- Эта сцена, - безмятежно улыбаясь, начал Андрей, - как раз доказывает, что между вами много общего… Иван Максимович прав!
- Дать тебе книгу? - спросила Зина.
- Эту трагедию я знаю наизусть. Парис говорит Джульетте: «Твое лицо от слез так изменилось. Бедняжка!» А она ему что отвечает? «Слез не велика победа: и раньше было мало в нем красы». Она для Ромео прекрасна! Ты понимаешь?
- Она просто скромна.
- Как ты!…
- Я - травести! - крикнула Зина. - Я умею играть только девчонок.
- А Джульетта и была девчонкой! Ей было четырнадцать лет, - радостно сообщил Андрей.
- Девочек в таком возрасте Валентина Степановна не пускает на некоторые спектакли, - сказал Иван Максимович.
- Представления о женском возрасте вообще изменились, - сказал Андрей. - Некоторые немолодые актрисы подходили ко мне: просятся на роль матери Джульетты. А ведь ей было лет двадцать семь…
- Что творилось в Вероне! - воскликнула Зина.
- Одним словом, так… Четырнадцатилетних в нашем театре играешь только ты, - четко и неторопливо резюмировал Костя Чичкун.
- И соотношение сил получается очень верное! - продолжал убеждать ее Андрей.
- Какое соотношение?
- Джульетта гораздо решительней и смелее Ромео. Ведь это она предлагает немедленно обвенчаться. И она решается принять снотворное… А ты гораздо решительней и смелее меня. Как видишь, все сходится!
- Но ведь я собираюсь участвовать в спасении спектаклей Петра Васильевича! - ухватилась за последний аргумент Зина.
- Андрей тоже будет делать и то и другое, - возразил ей Иван Максимович.
- Он окончательно согласился?
- Отступил перед неизбежностью. Ты тоже сдаешься?
- А Николай Николаевич? Он-то согласен на то и другое?
- Мы его очень просили. От имени дирекции. И общественных организаций… - Ивану Максимовичу было стыдно, что он так нажимал на главного режиссера. Вспоминая об этом, он страдальчески морщился, обеими руками обнимал свою большую, неказистую голову. - Что было делать?
Я предложил ему: «Тогда давайте соберем художественный совет. Пусть решает…»
- А он?
- Сказал: «Ну, если проблемы искусства вы хотите решать голосованием, я отступаю».

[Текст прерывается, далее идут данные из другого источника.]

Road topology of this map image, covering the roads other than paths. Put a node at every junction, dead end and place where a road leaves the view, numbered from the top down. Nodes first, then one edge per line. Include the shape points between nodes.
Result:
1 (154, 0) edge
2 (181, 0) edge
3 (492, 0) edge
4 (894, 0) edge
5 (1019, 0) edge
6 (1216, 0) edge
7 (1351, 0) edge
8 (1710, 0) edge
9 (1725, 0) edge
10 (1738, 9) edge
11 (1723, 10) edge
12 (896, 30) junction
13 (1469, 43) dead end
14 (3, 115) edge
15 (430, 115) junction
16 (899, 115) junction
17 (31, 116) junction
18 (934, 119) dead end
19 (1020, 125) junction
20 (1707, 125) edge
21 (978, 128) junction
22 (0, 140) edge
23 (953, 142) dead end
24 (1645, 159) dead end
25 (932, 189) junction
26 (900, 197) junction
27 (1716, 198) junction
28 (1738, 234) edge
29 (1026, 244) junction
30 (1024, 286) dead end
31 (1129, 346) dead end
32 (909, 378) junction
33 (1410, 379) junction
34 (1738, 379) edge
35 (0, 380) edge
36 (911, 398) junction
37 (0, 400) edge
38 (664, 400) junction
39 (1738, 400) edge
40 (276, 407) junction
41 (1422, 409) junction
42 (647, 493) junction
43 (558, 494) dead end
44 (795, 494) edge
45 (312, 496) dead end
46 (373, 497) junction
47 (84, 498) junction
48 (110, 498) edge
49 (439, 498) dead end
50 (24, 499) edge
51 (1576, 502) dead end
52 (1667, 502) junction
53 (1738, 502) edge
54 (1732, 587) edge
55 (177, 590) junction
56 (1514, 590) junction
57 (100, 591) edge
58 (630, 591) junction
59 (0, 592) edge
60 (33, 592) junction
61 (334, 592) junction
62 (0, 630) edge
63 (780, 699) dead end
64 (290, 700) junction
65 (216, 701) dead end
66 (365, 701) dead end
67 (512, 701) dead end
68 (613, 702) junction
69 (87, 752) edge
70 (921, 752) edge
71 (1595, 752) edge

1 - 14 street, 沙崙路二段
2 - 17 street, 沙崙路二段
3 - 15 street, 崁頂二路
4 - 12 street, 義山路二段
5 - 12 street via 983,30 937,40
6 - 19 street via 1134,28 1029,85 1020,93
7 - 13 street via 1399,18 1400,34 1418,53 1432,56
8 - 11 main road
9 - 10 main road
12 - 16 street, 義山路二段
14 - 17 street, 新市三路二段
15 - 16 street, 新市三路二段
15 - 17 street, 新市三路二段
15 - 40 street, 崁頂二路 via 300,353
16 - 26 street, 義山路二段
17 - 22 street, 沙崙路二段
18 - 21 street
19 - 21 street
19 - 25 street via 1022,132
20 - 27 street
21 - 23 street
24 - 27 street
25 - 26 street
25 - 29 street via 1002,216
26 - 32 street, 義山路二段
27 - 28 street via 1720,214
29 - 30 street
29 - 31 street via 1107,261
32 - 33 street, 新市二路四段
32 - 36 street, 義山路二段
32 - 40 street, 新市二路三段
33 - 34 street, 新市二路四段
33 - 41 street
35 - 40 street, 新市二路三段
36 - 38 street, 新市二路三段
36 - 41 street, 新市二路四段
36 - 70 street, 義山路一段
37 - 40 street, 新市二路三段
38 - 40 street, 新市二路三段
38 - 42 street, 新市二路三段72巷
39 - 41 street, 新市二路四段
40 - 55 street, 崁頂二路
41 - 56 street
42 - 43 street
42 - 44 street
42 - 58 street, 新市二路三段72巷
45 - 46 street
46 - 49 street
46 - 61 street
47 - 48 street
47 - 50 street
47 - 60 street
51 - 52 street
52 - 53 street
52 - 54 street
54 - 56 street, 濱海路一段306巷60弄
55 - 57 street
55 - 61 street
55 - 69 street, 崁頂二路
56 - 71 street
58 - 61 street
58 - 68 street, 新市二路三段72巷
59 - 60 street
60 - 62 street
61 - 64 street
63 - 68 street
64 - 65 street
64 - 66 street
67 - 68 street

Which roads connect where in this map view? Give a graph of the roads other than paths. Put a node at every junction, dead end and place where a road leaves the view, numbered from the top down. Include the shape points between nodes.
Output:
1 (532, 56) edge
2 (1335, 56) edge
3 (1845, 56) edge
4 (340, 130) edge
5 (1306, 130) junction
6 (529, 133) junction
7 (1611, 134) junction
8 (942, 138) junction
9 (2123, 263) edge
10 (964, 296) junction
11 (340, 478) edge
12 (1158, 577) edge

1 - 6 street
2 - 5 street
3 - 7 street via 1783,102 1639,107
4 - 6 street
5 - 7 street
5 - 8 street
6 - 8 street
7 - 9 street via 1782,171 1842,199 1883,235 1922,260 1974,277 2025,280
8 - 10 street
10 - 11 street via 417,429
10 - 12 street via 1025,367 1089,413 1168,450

- Значит, все-таки отступил?! - возликовала Зина. Директор посмотрел на нее с грустью и осуждением.
- Я так скажу… Мне его было жалко, - тихо произнес Костя. - Но я подумал: сколько ребят каждый вечер приходит к нам в театр? Семьсот пятьдесят. В месяц, стало быть, более двадцати тысяч. А в год, если не считать летних месяцев, около двухсот тысяч! Вот и надо, подумал я, выбрать между этими ребятами и Николаем Николаевичем!
- И выбрал ребят? Ты молодец, Костя! - Зина похлопала его по плечу. - Мы тоже не зря тебя выбрали!
Николай Николаевич, войдя в директорский кабинет, впервые не поздоровался. Он судорожно поправлял свои манжеты.
Иван Максимович с неловкой поспешностью выбрался из-за стола и пододвинул главному режиссеру стул. Но Патов этого не заметил.
- Сегодня срывается вторая беседа из цикла «Мои встречи с великими режиссерами»! Хотя этот цикл был утвержден художественным советом, чему вы, Иван Максимович, придаете такое большое значение. Оказывается, что для наших с вами артистов встреча с Андреем Лагутиным интересней, чем с Всеволодом Эмильевичем Мейерхольдом, о котором я сегодня хотел рассказать.
- Просто с этим они работают…
- Чтобы добиться хоть каких-нибудь успехов с этим, они должны знать о том. Что происходит? В репетиции участвуют пять человек, а в зале сидит вся труппа!
- Они соскучились… - тихо произнес Иван Максимович.
- По Андрею Лагутину?!
- По работе… Вы меня простите, конечно.
- Работа артиста слагается из многих компонентов. И один из главнейших: беспрерывное постижение опыта корифеев. Без этого в актерском организме наступает авитаминоз!
- Но ведь чем больше человек потребляет витаминов, тем больше ему хочется ходить, двигаться, действовать…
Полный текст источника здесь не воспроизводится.